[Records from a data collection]

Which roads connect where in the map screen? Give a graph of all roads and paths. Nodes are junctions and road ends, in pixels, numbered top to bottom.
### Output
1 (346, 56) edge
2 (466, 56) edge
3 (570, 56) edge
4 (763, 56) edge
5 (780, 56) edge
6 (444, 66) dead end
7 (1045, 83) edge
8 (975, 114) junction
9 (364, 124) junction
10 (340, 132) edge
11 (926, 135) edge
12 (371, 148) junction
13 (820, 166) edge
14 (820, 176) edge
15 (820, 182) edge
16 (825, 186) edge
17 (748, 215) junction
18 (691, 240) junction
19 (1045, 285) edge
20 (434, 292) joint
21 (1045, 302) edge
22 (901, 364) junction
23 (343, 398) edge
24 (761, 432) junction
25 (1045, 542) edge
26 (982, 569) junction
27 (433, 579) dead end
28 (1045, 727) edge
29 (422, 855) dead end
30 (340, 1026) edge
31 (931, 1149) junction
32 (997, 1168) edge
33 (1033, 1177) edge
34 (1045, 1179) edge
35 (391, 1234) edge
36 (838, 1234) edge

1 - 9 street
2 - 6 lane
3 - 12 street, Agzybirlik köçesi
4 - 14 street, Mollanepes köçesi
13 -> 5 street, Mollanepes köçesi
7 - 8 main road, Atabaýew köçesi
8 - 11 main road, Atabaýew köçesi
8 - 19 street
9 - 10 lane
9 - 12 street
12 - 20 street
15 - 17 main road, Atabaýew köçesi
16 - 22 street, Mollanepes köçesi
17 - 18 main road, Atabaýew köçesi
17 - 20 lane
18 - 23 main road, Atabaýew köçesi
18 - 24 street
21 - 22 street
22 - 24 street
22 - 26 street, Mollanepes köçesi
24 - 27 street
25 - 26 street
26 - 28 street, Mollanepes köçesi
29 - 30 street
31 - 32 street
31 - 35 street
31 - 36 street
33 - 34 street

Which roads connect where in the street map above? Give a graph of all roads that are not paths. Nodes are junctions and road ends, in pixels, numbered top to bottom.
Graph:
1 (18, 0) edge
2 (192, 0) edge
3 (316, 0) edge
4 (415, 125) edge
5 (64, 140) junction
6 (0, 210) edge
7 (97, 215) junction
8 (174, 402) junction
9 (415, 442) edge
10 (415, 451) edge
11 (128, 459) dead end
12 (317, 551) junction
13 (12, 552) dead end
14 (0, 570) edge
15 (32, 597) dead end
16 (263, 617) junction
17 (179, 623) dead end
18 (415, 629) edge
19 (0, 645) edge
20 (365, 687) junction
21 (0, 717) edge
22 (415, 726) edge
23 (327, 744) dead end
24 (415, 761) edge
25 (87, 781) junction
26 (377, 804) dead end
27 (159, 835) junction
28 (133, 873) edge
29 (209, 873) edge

▸ WORK ORDER
Spot the lines above that mention "main" and copy them.

▸ FINISHED EXERCISE
7 - 8 main road, Atabaýew köçesi
8 - 11 main road, Atabaýew köçesi
15 - 17 main road, Atabaýew köçesi
17 - 18 main road, Atabaýew köçesi
18 - 23 main road, Atabaýew köçesi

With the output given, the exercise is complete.